Description of the task. The full set of entries should be repeated without a single change.

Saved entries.
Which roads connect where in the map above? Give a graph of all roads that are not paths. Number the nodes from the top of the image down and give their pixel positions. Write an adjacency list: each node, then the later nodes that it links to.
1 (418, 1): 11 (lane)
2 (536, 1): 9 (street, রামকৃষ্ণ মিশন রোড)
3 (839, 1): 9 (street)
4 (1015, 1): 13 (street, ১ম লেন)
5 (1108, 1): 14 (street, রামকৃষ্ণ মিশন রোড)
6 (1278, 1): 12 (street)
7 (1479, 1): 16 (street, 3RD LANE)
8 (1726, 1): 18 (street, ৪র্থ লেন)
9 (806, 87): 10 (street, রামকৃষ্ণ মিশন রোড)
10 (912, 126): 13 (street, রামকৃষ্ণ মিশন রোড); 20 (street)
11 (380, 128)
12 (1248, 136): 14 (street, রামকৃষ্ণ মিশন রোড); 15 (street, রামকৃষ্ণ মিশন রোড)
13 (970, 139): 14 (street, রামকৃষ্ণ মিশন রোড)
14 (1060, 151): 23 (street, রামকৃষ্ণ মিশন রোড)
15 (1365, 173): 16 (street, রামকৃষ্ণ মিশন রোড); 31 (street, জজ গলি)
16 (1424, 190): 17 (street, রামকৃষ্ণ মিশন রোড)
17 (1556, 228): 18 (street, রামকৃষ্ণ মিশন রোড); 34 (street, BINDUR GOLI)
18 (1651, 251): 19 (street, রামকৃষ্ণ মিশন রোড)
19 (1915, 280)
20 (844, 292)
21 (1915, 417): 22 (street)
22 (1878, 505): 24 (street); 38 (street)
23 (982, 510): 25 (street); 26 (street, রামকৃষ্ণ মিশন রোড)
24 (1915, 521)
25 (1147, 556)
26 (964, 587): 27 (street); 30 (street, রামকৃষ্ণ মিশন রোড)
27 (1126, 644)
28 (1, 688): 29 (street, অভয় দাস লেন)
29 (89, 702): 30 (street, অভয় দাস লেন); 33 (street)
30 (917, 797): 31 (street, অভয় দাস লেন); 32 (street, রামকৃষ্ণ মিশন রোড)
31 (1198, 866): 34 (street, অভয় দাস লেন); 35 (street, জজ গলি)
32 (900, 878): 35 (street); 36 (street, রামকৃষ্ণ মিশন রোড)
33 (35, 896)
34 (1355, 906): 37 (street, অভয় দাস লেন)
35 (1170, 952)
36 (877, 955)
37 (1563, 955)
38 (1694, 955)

Result.
Which roads connect where in the map above? Give a graph of all roads that are not paths. Number the nodes from the top of the image down and give their pixel positions. Write an adjacency list: each node, then the later nodes that it links to.
1 (418, 1): 11 (lane)
2 (536, 1): 9 (street, রামকৃষ্ণ মিশন রোড)
3 (839, 1): 9 (street)
4 (1015, 1): 13 (street, ১ম লেন)
5 (1108, 1): 14 (street, রামকৃষ্ণ মিশন রোড)
6 (1278, 1): 12 (street)
7 (1479, 1): 16 (street, 3RD LANE)
8 (1726, 1): 18 (street, ৪র্থ লেন)
9 (806, 87): 10 (street, রামকৃষ্ণ মিশন রোড)
10 (912, 126): 13 (street, রামকৃষ্ণ মিশন রোড); 20 (street)
11 (380, 128)
12 (1248, 136): 14 (street, রামকৃষ্ণ মিশন রোড); 15 (street, রামকৃষ্ণ মিশন রোড)
13 (970, 139): 14 (street, রামকৃষ্ণ মিশন রোড)
14 (1060, 151): 23 (street, রামকৃষ্ণ মিশন রোড)
15 (1365, 173): 16 (street, রামকৃষ্ণ মিশন রোড); 31 (street, জজ গলি)
16 (1424, 190): 17 (street, রামকৃষ্ণ মিশন রোড)
17 (1556, 228): 18 (street, রামকৃষ্ণ মিশন রোড); 34 (street, BINDUR GOLI)
18 (1651, 251): 19 (street, রামকৃষ্ণ মিশন রোড)
19 (1915, 280)
20 (844, 292)
21 (1915, 417): 22 (street)
22 (1878, 505): 24 (street); 38 (street)
23 (982, 510): 25 (street); 26 (street, রামকৃষ্ণ মিশন রোড)
24 (1915, 521)
25 (1147, 556)
26 (964, 587): 27 (street); 30 (street, রামকৃষ্ণ মিশন রোড)
27 (1126, 644)
28 (1, 688): 29 (street, অভয় দাস লেন)
29 (89, 702): 30 (street, অভয় দাস লেন); 33 (street)
30 (917, 797): 31 (street, অভয় দাস লেন); 32 (street, রামকৃষ্ণ মিশন রোড)
31 (1198, 866): 34 (street, অভয় দাস লেন); 35 (street, জজ গলি)
32 (900, 878): 35 (street); 36 (street, রামকৃষ্ণ মিশন রোড)
33 (35, 896)
34 (1355, 906): 37 (street, অভয় দাস লেন)
35 (1170, 952)
36 (877, 955)
37 (1563, 955)
38 (1694, 955)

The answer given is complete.